§ Exercise description:
For each line in the records that contains "Toit", make a copy.

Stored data
·····

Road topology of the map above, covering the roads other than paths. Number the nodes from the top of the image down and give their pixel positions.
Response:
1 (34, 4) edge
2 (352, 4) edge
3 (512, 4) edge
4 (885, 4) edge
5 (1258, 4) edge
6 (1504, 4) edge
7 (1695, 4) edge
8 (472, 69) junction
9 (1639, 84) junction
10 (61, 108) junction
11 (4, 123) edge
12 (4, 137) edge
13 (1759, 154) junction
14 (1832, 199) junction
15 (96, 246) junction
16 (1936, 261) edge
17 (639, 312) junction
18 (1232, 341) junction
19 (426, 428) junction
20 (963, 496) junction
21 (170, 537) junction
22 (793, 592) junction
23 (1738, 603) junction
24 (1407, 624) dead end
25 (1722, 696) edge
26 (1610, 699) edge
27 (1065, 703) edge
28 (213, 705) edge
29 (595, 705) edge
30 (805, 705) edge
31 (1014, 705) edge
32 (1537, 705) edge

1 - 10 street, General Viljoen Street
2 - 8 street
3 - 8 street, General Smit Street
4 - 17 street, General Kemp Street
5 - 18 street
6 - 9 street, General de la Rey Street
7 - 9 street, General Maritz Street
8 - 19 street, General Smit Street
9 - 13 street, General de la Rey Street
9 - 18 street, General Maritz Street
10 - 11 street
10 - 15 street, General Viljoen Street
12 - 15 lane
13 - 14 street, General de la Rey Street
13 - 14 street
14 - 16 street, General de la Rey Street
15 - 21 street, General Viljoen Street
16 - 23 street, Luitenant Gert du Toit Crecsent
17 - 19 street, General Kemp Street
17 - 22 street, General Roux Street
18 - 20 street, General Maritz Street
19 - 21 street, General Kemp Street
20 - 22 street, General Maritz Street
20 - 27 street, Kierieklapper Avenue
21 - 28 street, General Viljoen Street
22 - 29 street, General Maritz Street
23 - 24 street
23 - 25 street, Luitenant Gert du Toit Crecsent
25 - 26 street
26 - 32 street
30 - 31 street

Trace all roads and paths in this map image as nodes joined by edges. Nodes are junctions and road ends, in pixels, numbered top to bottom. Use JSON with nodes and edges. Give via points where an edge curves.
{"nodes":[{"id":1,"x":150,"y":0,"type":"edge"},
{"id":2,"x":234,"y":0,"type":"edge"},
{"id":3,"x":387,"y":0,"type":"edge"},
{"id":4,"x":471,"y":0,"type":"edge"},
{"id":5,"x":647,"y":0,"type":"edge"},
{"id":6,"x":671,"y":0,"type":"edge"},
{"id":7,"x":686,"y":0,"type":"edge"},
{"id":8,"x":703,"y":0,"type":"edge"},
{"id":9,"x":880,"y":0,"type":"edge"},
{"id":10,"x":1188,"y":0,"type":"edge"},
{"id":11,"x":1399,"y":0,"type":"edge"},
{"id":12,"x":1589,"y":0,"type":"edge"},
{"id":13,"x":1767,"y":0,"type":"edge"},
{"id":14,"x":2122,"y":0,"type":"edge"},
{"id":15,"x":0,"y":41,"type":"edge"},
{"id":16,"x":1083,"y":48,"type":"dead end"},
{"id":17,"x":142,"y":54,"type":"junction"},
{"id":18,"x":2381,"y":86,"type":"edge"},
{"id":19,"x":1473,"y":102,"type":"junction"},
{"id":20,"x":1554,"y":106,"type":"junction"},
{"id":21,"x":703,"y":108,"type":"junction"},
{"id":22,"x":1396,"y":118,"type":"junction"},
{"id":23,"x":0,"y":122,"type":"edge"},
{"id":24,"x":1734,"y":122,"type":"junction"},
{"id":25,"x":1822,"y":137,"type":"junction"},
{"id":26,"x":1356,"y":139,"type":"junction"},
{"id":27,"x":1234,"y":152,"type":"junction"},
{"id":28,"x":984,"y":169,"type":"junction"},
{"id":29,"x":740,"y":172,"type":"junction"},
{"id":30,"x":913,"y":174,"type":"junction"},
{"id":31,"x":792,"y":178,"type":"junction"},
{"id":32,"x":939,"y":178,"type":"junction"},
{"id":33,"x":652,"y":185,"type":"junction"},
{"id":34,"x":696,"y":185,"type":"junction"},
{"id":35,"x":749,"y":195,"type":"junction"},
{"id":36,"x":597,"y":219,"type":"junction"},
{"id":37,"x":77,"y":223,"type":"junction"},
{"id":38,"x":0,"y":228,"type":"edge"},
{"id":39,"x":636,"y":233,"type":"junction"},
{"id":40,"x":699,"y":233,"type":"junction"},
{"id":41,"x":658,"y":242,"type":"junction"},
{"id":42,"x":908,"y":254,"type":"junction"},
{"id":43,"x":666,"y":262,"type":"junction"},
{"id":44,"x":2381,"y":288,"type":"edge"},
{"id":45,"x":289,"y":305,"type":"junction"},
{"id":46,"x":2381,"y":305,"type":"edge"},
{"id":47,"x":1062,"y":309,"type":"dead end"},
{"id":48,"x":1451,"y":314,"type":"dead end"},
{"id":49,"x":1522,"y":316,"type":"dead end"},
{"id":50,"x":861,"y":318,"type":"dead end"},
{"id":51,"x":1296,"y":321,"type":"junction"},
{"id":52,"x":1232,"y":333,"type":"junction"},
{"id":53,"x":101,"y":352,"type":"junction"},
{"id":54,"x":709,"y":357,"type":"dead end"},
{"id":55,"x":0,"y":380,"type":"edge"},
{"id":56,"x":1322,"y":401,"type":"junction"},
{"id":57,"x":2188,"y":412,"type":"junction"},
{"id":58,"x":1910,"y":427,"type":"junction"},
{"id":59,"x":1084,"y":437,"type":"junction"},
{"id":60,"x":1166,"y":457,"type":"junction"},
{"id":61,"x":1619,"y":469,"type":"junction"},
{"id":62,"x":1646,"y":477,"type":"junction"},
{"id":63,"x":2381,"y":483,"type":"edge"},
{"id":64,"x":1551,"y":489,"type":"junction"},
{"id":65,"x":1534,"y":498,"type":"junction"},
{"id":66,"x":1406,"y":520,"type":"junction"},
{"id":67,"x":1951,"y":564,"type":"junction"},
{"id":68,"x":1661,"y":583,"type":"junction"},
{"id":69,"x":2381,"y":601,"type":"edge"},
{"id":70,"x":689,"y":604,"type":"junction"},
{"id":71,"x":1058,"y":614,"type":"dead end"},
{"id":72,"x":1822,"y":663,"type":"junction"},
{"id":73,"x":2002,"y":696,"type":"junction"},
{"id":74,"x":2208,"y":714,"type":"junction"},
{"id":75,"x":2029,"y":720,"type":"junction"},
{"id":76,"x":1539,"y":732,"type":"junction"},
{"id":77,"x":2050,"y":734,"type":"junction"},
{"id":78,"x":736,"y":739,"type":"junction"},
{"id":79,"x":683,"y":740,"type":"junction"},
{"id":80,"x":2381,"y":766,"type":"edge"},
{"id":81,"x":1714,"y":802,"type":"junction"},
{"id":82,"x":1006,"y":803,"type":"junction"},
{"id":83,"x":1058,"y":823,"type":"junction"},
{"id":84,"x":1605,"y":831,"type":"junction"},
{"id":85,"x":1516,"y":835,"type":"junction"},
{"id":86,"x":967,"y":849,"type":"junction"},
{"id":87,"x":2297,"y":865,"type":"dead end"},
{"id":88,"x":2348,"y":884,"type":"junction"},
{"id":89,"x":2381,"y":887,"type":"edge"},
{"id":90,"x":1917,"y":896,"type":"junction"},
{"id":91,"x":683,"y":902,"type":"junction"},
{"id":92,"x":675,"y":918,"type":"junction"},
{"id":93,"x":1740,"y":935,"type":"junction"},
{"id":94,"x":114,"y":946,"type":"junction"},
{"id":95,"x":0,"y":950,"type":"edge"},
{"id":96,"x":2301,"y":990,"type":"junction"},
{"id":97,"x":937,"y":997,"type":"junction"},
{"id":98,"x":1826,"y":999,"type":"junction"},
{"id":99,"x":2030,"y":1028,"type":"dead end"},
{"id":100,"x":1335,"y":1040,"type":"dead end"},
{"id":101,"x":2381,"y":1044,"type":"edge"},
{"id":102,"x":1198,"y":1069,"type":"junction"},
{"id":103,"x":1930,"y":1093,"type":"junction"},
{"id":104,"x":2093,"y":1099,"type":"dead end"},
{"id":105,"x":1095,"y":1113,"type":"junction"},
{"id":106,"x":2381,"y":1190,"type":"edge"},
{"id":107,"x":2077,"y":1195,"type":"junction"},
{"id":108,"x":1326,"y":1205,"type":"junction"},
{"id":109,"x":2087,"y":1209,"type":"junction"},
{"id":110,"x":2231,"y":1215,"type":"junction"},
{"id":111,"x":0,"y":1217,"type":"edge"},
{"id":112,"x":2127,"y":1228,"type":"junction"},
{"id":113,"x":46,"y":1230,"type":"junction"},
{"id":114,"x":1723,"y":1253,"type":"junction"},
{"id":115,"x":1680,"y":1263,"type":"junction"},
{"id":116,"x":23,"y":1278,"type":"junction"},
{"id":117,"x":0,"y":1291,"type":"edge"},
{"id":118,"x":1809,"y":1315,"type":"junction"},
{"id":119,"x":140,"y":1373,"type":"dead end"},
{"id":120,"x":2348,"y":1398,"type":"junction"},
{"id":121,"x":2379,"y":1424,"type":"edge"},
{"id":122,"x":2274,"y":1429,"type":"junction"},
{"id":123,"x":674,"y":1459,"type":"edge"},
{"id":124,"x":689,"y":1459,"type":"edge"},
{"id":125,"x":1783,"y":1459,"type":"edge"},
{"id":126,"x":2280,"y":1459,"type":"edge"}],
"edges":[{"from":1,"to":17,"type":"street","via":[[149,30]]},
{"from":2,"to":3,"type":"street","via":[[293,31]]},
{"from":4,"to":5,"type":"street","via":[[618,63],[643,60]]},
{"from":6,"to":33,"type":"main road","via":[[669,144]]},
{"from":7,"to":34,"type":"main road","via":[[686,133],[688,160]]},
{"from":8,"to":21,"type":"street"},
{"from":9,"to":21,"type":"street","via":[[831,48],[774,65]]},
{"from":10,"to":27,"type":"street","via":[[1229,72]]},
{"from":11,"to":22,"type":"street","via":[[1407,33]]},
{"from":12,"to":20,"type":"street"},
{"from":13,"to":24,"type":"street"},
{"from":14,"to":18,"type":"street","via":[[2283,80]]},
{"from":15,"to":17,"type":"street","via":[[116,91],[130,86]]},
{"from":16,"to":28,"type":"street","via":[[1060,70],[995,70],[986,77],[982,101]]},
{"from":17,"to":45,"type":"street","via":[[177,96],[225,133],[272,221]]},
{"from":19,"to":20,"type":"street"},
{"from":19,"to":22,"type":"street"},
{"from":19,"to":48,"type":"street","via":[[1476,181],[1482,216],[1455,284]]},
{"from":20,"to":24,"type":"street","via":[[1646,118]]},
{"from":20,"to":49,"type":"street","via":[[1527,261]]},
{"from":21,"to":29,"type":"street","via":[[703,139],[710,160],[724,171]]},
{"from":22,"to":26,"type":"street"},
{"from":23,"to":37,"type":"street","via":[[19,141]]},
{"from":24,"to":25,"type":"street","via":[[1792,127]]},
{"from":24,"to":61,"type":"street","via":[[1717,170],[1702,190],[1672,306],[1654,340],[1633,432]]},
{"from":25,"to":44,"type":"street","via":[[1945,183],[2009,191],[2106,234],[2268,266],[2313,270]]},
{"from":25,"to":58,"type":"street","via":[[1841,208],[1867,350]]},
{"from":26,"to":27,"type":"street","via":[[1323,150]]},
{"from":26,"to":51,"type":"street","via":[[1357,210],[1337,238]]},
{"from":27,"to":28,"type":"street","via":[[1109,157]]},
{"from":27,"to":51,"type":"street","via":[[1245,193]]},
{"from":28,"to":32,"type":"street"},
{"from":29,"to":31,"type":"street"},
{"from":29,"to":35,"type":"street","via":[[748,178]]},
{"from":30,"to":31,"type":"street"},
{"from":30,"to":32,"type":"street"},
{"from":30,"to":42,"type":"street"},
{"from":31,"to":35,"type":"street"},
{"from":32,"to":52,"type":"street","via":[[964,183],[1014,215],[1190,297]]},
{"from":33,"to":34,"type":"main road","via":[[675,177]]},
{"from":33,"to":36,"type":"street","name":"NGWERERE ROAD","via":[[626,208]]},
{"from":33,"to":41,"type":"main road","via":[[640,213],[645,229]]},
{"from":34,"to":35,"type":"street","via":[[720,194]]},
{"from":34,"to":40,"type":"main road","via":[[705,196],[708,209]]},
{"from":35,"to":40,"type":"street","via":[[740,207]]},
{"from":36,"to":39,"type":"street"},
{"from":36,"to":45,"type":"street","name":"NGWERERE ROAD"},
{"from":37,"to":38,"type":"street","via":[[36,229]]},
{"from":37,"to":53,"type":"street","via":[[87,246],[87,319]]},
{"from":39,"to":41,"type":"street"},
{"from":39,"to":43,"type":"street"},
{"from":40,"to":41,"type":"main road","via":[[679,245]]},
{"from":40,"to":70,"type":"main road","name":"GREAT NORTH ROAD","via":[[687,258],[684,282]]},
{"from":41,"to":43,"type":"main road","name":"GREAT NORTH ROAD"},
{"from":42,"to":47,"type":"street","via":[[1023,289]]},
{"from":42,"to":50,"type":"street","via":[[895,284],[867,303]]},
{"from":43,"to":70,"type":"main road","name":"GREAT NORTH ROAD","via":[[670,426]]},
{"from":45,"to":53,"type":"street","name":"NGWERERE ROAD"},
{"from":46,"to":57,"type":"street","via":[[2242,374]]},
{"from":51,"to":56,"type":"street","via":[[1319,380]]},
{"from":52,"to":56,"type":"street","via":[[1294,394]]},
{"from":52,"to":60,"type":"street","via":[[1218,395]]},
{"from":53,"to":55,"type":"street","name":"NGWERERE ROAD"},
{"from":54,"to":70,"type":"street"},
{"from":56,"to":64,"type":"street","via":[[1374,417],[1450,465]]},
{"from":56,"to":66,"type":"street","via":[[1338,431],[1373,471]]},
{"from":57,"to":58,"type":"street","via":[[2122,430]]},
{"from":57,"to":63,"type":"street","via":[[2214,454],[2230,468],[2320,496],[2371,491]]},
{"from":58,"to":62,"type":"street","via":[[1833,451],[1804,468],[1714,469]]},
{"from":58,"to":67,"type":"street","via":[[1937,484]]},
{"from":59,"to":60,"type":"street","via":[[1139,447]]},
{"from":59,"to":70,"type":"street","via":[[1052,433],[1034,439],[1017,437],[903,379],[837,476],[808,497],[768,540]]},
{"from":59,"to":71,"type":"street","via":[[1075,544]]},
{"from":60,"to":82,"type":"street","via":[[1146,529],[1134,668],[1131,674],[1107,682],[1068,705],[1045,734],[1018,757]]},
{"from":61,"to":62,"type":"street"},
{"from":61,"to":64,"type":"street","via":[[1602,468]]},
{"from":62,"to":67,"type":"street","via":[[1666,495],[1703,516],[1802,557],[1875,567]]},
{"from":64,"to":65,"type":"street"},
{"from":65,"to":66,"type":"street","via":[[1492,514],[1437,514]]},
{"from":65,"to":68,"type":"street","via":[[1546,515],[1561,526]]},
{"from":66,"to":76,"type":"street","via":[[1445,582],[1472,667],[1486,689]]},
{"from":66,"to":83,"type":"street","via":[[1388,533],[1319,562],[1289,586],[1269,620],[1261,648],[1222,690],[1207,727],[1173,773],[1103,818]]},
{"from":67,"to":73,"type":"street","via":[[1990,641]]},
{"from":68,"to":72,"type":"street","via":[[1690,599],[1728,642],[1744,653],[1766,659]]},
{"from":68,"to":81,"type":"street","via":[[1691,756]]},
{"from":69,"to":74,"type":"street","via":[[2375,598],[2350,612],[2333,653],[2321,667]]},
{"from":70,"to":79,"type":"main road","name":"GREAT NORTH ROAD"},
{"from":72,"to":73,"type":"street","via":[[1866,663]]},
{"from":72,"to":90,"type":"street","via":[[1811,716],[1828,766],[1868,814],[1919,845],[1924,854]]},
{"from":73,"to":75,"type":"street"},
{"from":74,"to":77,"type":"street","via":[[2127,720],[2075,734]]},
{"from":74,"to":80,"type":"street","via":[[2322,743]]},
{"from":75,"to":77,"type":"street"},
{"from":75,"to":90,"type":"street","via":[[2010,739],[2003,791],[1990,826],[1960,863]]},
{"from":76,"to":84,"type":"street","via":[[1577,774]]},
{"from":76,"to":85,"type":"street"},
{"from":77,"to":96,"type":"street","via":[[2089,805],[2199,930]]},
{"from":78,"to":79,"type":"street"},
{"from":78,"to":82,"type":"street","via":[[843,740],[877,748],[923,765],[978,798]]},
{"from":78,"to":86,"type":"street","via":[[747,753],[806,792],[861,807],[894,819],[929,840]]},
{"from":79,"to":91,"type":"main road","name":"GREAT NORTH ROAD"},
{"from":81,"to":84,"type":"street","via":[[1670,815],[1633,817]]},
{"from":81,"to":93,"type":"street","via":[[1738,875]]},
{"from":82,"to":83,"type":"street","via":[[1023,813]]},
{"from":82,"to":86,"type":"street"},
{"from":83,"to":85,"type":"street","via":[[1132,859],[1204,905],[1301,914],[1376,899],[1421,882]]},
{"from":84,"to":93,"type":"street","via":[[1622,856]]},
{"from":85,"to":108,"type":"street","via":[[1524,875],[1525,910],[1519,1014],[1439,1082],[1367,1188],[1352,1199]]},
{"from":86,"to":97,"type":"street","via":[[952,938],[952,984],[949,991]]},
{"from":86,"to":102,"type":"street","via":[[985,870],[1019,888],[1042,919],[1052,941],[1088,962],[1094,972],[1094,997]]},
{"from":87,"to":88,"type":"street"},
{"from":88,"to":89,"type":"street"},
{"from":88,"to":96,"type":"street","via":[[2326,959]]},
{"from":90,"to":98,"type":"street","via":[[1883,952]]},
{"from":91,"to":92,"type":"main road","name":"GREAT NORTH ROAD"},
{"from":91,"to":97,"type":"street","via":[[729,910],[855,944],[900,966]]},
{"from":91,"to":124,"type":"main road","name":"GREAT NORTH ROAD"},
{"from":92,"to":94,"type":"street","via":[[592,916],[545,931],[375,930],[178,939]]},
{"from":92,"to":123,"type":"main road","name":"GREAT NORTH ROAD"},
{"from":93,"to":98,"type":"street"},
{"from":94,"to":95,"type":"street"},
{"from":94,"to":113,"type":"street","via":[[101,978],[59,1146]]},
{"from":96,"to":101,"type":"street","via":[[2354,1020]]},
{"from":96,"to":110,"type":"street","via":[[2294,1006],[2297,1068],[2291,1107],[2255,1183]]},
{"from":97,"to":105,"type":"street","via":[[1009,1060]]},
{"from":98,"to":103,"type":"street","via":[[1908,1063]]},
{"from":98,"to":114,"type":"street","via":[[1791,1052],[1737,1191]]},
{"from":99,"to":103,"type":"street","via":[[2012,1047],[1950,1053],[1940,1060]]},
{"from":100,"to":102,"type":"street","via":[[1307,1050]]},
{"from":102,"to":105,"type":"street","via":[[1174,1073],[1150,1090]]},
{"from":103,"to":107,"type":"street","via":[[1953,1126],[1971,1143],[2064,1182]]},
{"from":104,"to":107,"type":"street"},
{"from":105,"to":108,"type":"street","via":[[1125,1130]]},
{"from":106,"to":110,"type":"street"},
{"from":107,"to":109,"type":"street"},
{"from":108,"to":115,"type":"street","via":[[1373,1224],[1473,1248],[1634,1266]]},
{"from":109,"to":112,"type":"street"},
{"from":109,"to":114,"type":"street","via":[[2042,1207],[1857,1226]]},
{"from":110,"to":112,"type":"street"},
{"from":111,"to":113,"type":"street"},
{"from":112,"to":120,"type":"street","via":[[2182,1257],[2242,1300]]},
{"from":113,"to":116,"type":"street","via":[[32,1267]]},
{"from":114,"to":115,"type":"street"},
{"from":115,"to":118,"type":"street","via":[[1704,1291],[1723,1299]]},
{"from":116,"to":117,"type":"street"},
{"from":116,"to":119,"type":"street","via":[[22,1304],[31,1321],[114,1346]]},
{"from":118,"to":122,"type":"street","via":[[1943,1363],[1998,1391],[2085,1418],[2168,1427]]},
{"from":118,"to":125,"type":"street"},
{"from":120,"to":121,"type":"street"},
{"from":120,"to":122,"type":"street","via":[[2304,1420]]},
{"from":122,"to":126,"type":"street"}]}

·····

§ Finished task:
16 - 23 street, Luitenant Gert du Toit Crecsent
23 - 25 street, Luitenant Gert du Toit Crecsent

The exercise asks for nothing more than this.